Questa soluzione non funziona, o meglio, funziona
molto bene ma è incompatibile con uno standard democratico che deve consentire
ai cittadini di presumere le leggi siano generate da se medesimi tramite l’autorizzazione
ad esercitare potere legittimo. Tramite i meccanismi europei gli esecutivi si
sono di fatto ‘schermati’ dalle proprie stesse opinioni pubbliche e messi al
sicuro dalle procedure di revoca democraticamente istituite (l’eccezione è il 4
marzo), trattando i cittadini come “bambini sotto tutela”. L’autoprogrammazione
degli esecutivi, tra gli obiettivi non detti più forti, depotenziando strutturalmente
gli obblighi di giustificazione e razionalizzazione depositati dalla storia
delle lotte sociali nelle sfere pubbliche nazionali, li rende facili prese di
forze esterne “del mercato”. Dunque la desiderata autonomia (dalla democrazia
popolare) diventa facilmente etero-programmazione da parte delle forze dell’economia,
in particolare finanziaria.
La tomba del tuffatore, Paestum |
In questa situazione le forze politiche si allineano
su una frontiera simbolica tra chi pretende di realizzare finalmente gli Stati Uniti d’Europa, trasferendo ad
essi la sostanza del potere sovrano, e chi vorrebbe che questo progetto si interrompa,
rientrando nei confini degli Stati Nazionali[3].

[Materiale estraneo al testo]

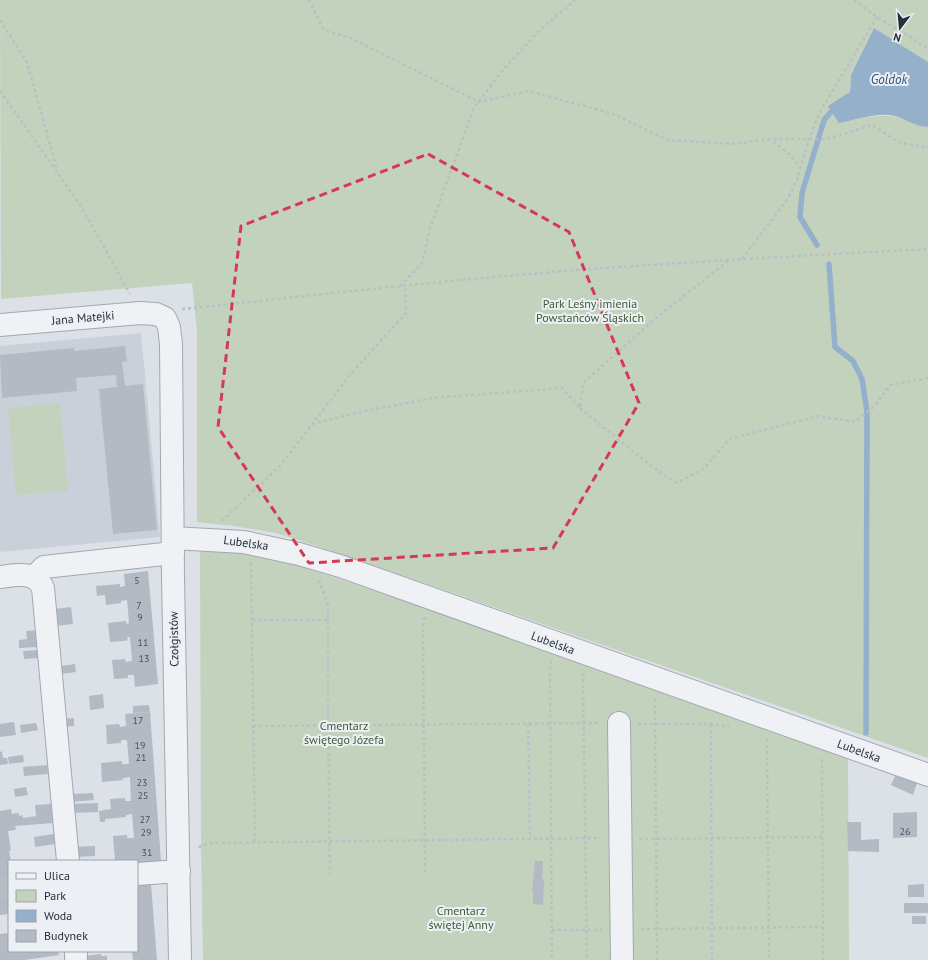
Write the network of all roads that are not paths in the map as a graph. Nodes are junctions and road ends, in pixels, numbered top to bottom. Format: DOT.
graph roads {
  1 [pos="165,318"];
  2 [pos="0,324"];
  3 [pos="173,546"];
  4 [pos="0,577"];
  5 [pos="34,577"];
  6 [pos="619,723"];
  7 [pos="928,775"];
  8 [pos="68,860"];
  9 [pos="179,871"];
  10 [pos="138,874"];
  11 [pos="180,960"];
  12 [pos="622,960"];
  1 -- 2 [label="street, Jana Matejki"];
  1 -- 3 [label="street, Czołgistów"];
  3 -- 5 [label="street, Lubelska"];
  3 -- 7 [label="street, Lubelska"];
  3 -- 9 [label="street, Czołgistów"];
  4 -- 5 [label="street"];
  5 -- 8 [label="street"];
  6 -- 12 [label="street"];
  9 -- 10 [label="street"];
  9 -- 11 [label="street, Czołgistów"];
}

Mentre questo dibattito stenta ad accedere alla sfera
pubblica, ed essere condotto in modo razionale, nella generale indifferenza, le
amministrazioni regionali più forti avanzano verso lo svuotamento della
sostanza nazionale, chiedendo di disporre di poteri e risorse differenziate,
mentre il livello amministrativo più vicino ai cittadini, i Comuni, sembra
abbandonato a se stesso nella stretta dell’austerità.

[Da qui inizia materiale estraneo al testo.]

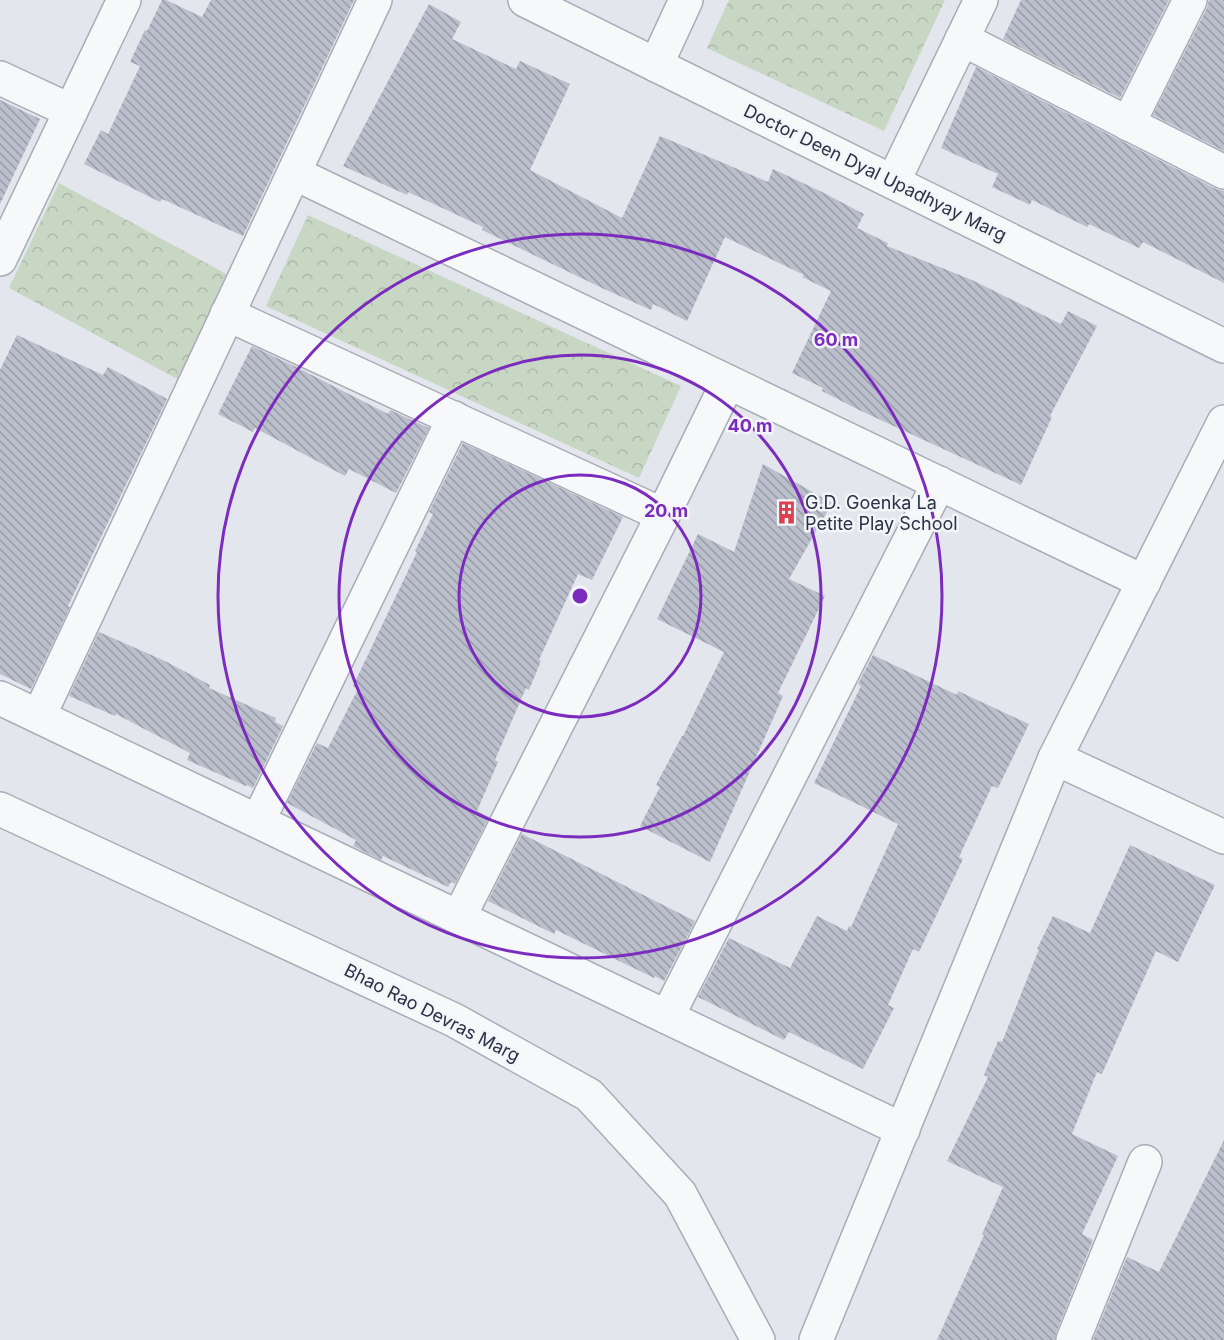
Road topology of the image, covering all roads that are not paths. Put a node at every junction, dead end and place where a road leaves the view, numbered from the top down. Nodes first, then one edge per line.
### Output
1 (124, 0) edge
2 (375, 0) edge
3 (525, 0) edge
4 (686, 0) edge
5 (981, 0) edge
6 (1190, 0) edge
7 (962, 39) junction
8 (656, 65) junction
9 (0, 78) edge
10 (71, 111) junction
11 (1128, 124) junction
12 (1224, 172) edge
13 (294, 173) junction
14 (893, 182) junction
15 (0, 260) edge
16 (227, 314) junction
17 (1224, 346) edge
18 (728, 382) junction
19 (454, 418) junction
20 (1224, 422) edge
21 (939, 483) junction
22 (663, 515) junction
23 (1144, 582) junction
24 (0, 698) edge
25 (39, 716) junction
26 (1055, 758) junction
27 (0, 809) edge
28 (258, 820) junction
29 (1224, 837) edge
30 (459, 917) junction
31 (667, 1017) junction
32 (903, 1130) junction
33 (1145, 1162) dead end
34 (758, 1340) edge
35 (816, 1340) edge
36 (1073, 1340) edge

1 - 10 street
2 - 13 street
3 - 8 street, Doctor Deen Dyal Upadhyay Marg
4 - 8 street
5 - 7 street
6 - 11 street
7 - 11 street
7 - 14 street
8 - 14 street, Doctor Deen Dyal Upadhyay Marg
9 - 10 street
10 - 15 street
11 - 12 street
13 - 16 street
13 - 18 street
14 - 17 street, Doctor Deen Dyal Upadhyay Marg
16 - 19 street
16 - 25 street
18 - 21 street
18 - 22 street
19 - 22 street
19 - 28 street
20 - 23 street
21 - 23 street
21 - 31 street
22 - 30 street
23 - 26 street
24 - 25 street
25 - 28 street
26 - 29 street
26 - 32 street
27 - 34 street, Bhao Rao Devras Marg
28 - 30 street
30 - 31 street
31 - 32 street
32 - 35 street
33 - 36 street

Dobbiamo trovare un nuovo equilibrio complessivo, e
soprattutto dobbiamo mobilitare su di esso il genio della democrazia.
Noi europei siamo d’altra parte giunti a questo
appuntamento sentendo, chi per un motivo chi per l’altro, il “nemico alle porte”.
Fino ad ora siamo andati avanti come sonnambuli,
mentre una strana costruzione pluridecennale procedeva per moto proprio; una
costruzione inizialmente voluta dalla grande potenza egemonica uscita dalla
guerra ed in buona misura armata contro l’altra e cresciuta nel sentimento
popolare di ripulsa verso il nazionalismo aggressivo prevalso al termine degli
anni trenta. Molti di noi non si sono neppure accorti davvero che il passaggio
di millennio ha ridefinito la missione delle élite europee da progetto
difensivo a offensivo; lo ha convertito nel sogno di una superpotenza imperiale
in un mondo sperato come ‘tripolare’ (dove, però, al secondo polo è ascesa la
Cina in luogo dell’Urss). Quasi tutti però ci siamo accorti, nelle nostre
stesse vite, che si è progettata, come arma per la competizione dei capitali, un’area
a ridotta statualità politica nella quale potesse trovare finalmente luogo il
sogno hayekiano del mercato libero sotto occhiuti guardiani[4].
Il problema è che mentre alcuni erano ben svegli, e
portavano avanti la “carrozza Europa” verso la sua destinazione, altri
dormivano placidamente e sognavano di ‘luoghi dei popoli’, capaci di esprimere
la propria vocazione all’identità nella differenza, parlavano di ‘società unita
e coesa’, in cui fraternità, uguaglianza e libertà; un paradiso dove il
progetto illuminista, potesse trovare finalmente spazio.
Ora però siamo
fermi, e sentiamo il freddo e
la paura delle molte contraddizioni che vengono a chiedere ragione. L’ambiguo
progetto imperiale degli Stati Uniti d’Europa è sfidato dalla riarticolazione
dei poteri mondiali, mentre (come accadde anche nella crisi a cavallo tra il
XIX ed il XX secolo) la globalizzazione imperiale ad un solo egemone si sta
frantumando come una lastra di cristallo e
le società si stanno difendendo[5].
Mentre il nemico è alle porte il calabrone europeo si
accorge improvvisamente di non saper volare.
In una situazione del genere si possono fare diverse
cose: si può attendere l’inevitabile atterraggio, portando avanti sempre più
ansiosamente i propri piccoli progetti (come si fa nella politica italiana),
sperando che non vada così male come negli anni trenta.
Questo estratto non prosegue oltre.